In an anatomically normal human hearing apparatus, sound waves, which represent acoustical energy, are directed into an ear canal by the outer ear (pinna) and impinge upon a tympanic membrane (eardrum) interposed, at the terminus of the ear canal, between the ear canal and the middle ear space. The pressure of the sound waves effect tympanic vibrations in the eardrum, which then become manifested as mechanical energy. The mechanical energy in the form of tympanic vibrations is communicated to the inner ear by a sequence of articulating bones located in the middle ear space, which are generally referred to as the ossicular chain. The ossicular chain must be intact if acoustical energy existing at the eardrum is to be conducted as mechanical energy to the inner ear. The ossicular chain includes three primary components, the malleus, the incus, and the stapes. The malleus includes respective manubrium, neck, and head portions. The manubrium of the malleus attaches to the tympanic membrane at a point known as the umbo. The head of the malleus, connected to the manubrium by the neck portion, articulates with one end of the incus, which provides a transmission path for the mechanical energy of induced vibrations from the malleus to the stapes. The stapes includes a capitulum portion connected to a footplate portion by means of a support crus and is disposed in and against a membrane-covered opening to the inner ear, referred to as the oval window. The incus articulates the capitulum of the stapes to complete the mechanical transmission path.

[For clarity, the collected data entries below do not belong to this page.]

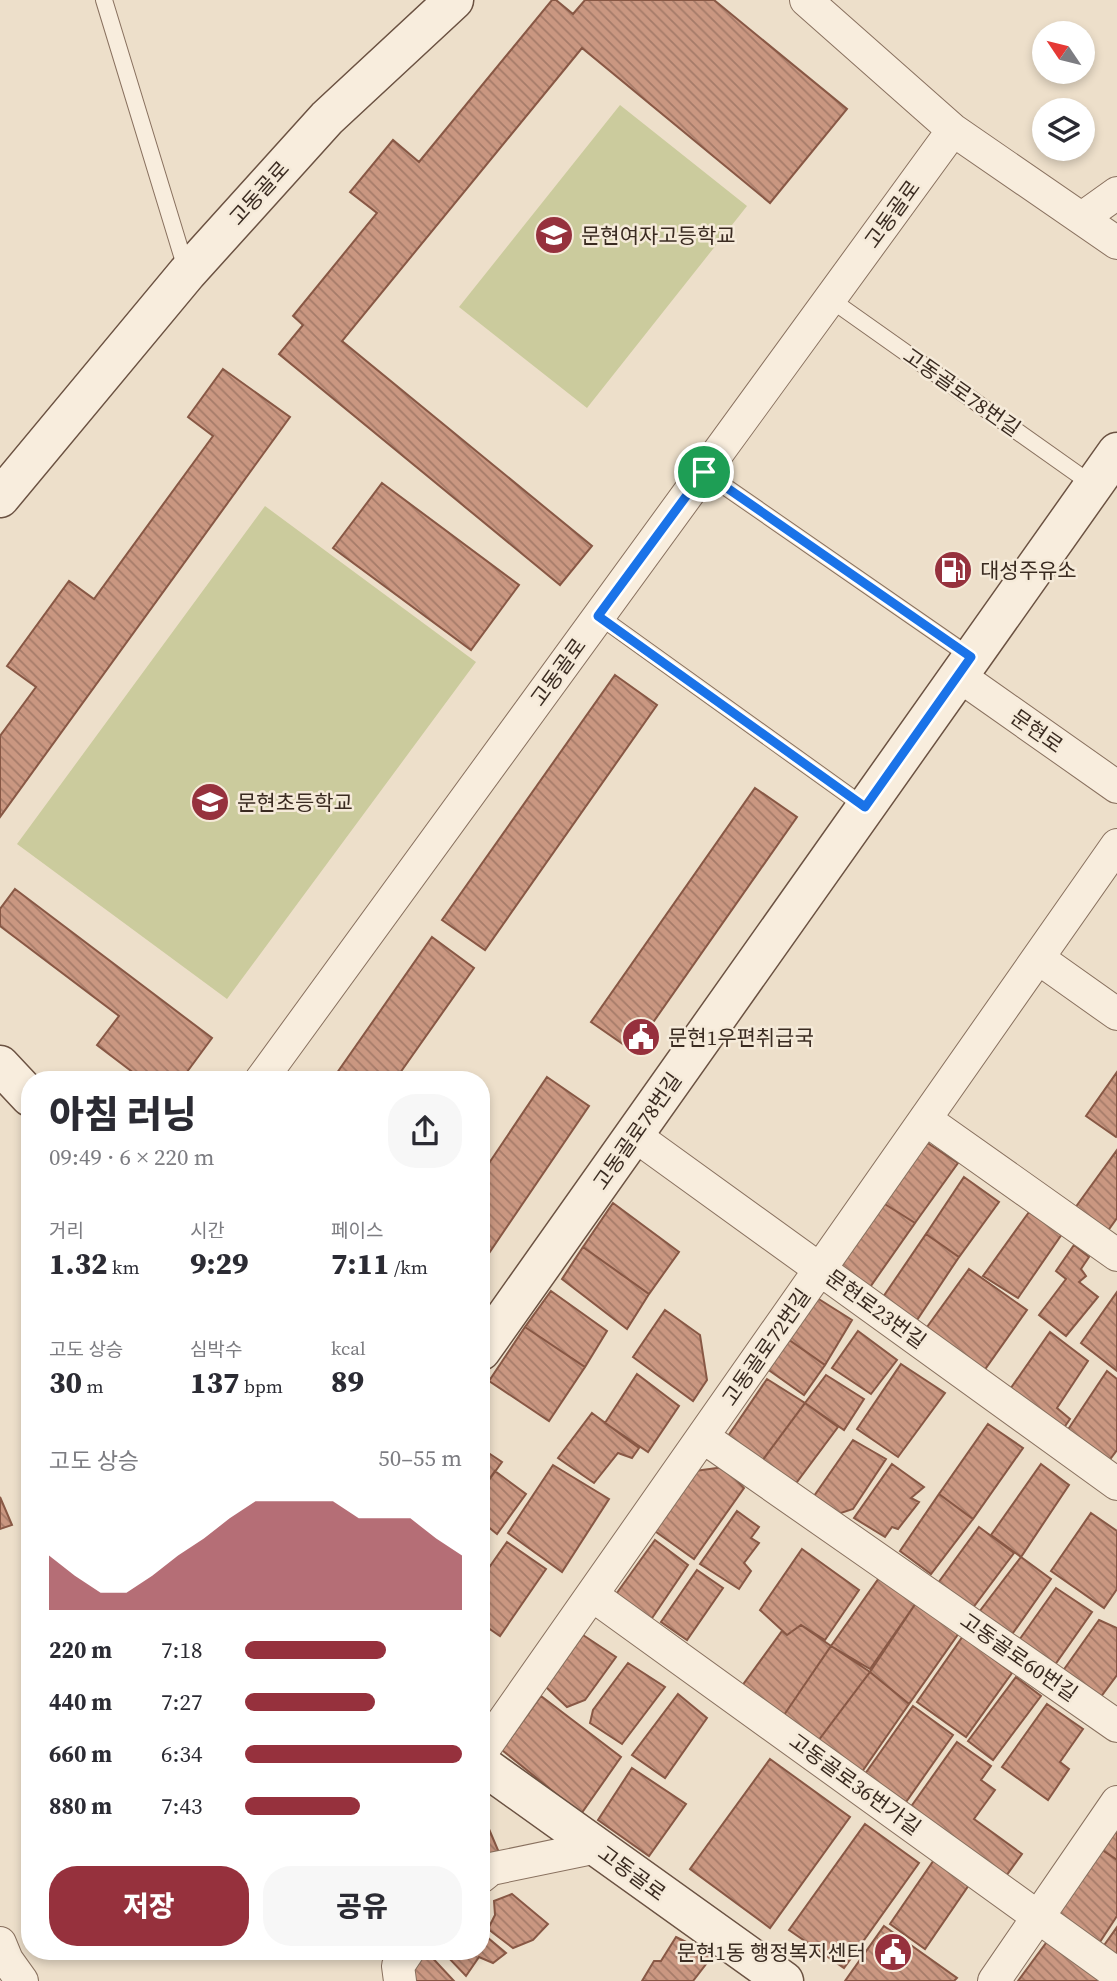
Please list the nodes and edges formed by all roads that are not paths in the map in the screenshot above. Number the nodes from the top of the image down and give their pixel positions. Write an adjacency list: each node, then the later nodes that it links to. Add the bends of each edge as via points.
1 (104, 0): 8 (lane)
2 (453, 0): 8 (street, 고동골로, via 327,118)
3 (806, 0): 4 (street)
4 (953, 130): 6 (street); 9 (street, 고동골로)
5 (1117, 193): 6 (street)
6 (1082, 218): 7 (street)
7 (1117, 243)
8 (187, 273): 13 (street, 고동골로)
9 (830, 299): 11 (street, 고동골로); 12 (lane, 고동골로78번길)
10 (1117, 452): 12 (street, 고동골로78번길)
11 (704, 472): 14 (street, 고동골로); 15 (lane)
12 (1093, 485): 15 (street, 고동골로78번길)
13 (0, 498)
14 (598, 616): 17 (lane); 22 (street, 고동골로)
15 (964, 666): 16 (street, 문현로); 17 (street, 고동골로78번길)
16 (1117, 787)
17 (865, 807): 25 (street, 고동골로78번길)
18 (1117, 845): 19 (street, 고동골로72번길)
19 (1038, 958): 20 (street); 24 (street, 고동골로72번길)
20 (1117, 1014)
21 (0, 1065): 23 (street)
22 (268, 1071)
23 (21, 1087)
24 (925, 1119): 26 (street); 27 (street, 고동골로72번길)
25 (634, 1135): 27 (street, 문현로23번길); 28 (street, 고동골로78번길)
26 (1117, 1255)
27 (820, 1269): 29 (street, 고동골로72번길); 30 (street, 문현로23번길)
28 (490, 1338)
29 (702, 1437): 31 (street, 고동골로72번길); 32 (street, 고동골로60번길)
30 (1117, 1484)
31 (592, 1595): 33 (street, 고동골로72번길); 38 (street, 고동골로36번가길)
32 (1117, 1726)
33 (490, 1741)
34 (490, 1770): 36 (street, 고동골로)
35 (1117, 1802): 38 (street)
36 (597, 1847): 37 (street); 44 (street, 고동골로)
37 (490, 1870)
38 (1038, 1917): 41 (street, 고동골로36번가길); 45 (street)
39 (0, 1942): 42 (street)
40 (402, 1960): 43 (street)
41 (1117, 1973)
42 (22, 1981)
43 (400, 1981)
44 (784, 1981)
45 (994, 1981)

Normally, tympanic vibrations are mechanically conducted through the malleus, incus, and stapes, to the oval window and through to the inner ear (cochlea). These mechanical vibrations generate fluidic motion (transmitted as hydraulic energy) within the cochlea. Pressures generated in the cochlea by fluidic motion are accommodated by a second membrane-covered opening between the inner and middle ear, referred to as the round window. The cochlea translates the fluidic motion into neural impulses corresponding to sound perception as interpreted by the brain. However, various disorders of the tympanic membrane, ossicular chain and/or inner ear can occur to disrupt or impair normal hearing.

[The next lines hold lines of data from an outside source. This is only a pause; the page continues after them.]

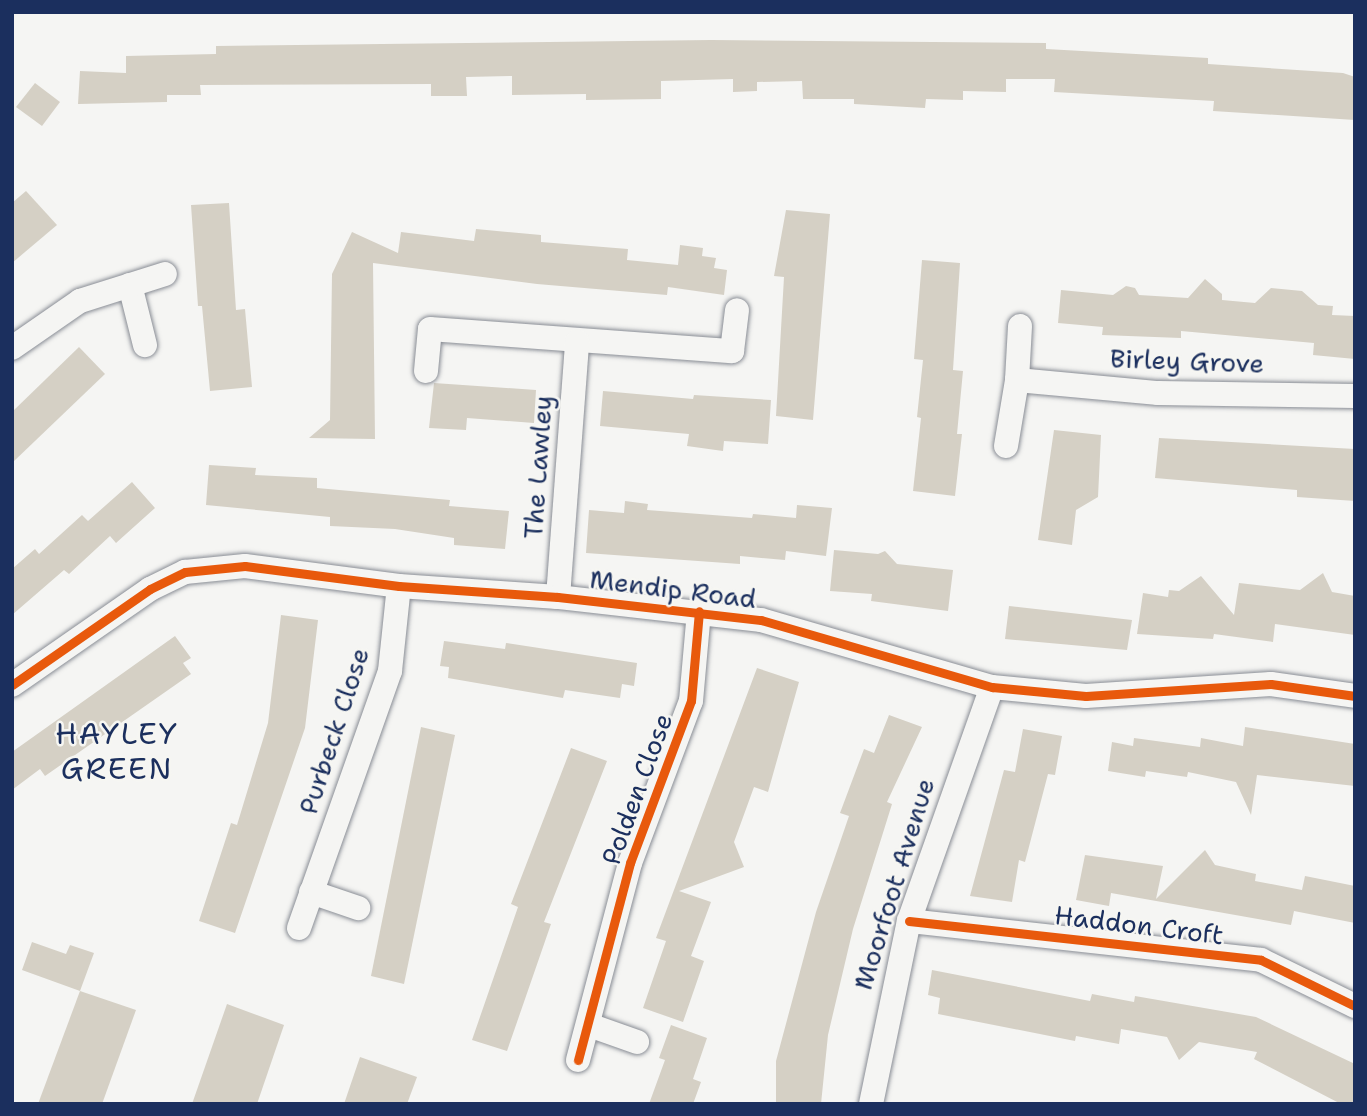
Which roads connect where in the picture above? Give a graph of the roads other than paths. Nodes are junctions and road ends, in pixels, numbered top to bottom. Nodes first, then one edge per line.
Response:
1 (165, 274) dead end
2 (130, 285) junction
3 (737, 310) dead end
4 (1020, 326) dead end
5 (577, 342) junction
6 (145, 345) dead end
7 (12, 348) edge
8 (426, 370) dead end
9 (1017, 380) junction
10 (1355, 396) edge
11 (1006, 446) dead end
12 (399, 586) junction
13 (558, 597) junction
14 (699, 611) junction
15 (12, 685) edge
16 (992, 687) junction
17 (1355, 696) edge
18 (311, 892) junction
19 (358, 908) dead end
20 (909, 920) junction
21 (299, 928) dead end
22 (1355, 1006) edge
23 (589, 1025) junction
24 (637, 1042) dead end
25 (578, 1060) dead end
26 (871, 1104) edge

1 - 2 street
2 - 6 street
2 - 7 street
3 - 5 street
4 - 9 street
5 - 8 street
5 - 13 street, The Lawley
9 - 10 street, Birley Grove
9 - 11 street
12 - 13 street, Mendip Road
12 - 15 street, Mendip Road
12 - 18 street, Purbeck Close
13 - 14 street, Mendip Road
14 - 16 street, Mendip Road
14 - 23 street, Polden Close
16 - 17 street, Mendip Road
16 - 20 street, Moorfoot Avenue
18 - 19 street
18 - 21 street, Purbeck Close
20 - 22 street, Haddon Croft
20 - 26 street, Moorfoot Avenue
23 - 24 street
23 - 25 street, Polden Close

Hearing loss, which may be due to many different causes, is generally of two types, conductive and sensorineural. Of these types, conductive hearing loss occurs where the normal mechanical pathways for sound to reach the hair cells in the cochlea are impeded, for example, by damage to the ossicles. Conductive hearing loss may often be helped by use of conventional hearing aids, which amplify sound so that acoustic information does reach the cochlea and the hair cells. Other times, conductive hearing loss can be helped by the use of a middle ear implant, which essentially augments or bypasses the mechanical conduction of the ossicular chain. Some examples of such a middle ear implant can be found in U.S. Pat. Nos. 4,729,366 and 4,850,962 to Schaefer.
In many people who are profoundly deaf, however, the reason for deafness is sensorineural hearing loss. This type of hearing loss is due to the absence of, or destruction of, the hair cells in the cochlea which transduce acoustic signals into nerve impulses. These people are thus unable to derive suitable benefit from conventional hearing aid or middle ear implant systems, because there is damage to or absence of the mechanism for nerve impulses to be generated from sound in the normal manner.
It is for the purpose of helping these profoundly deaf people that cochlear implant systems have been developed. Such systems bypass the hair cells in the cochlea and directly deliver electrical stimulation to the auditory nerve fibers, thereby allowing the brain to perceive a hearing sensation resembling the natural hearing sensation normally delivered to the auditory nerve. U.S. Pat. No. 4,532,930 provides a description of one type of traditional cochlear implant system.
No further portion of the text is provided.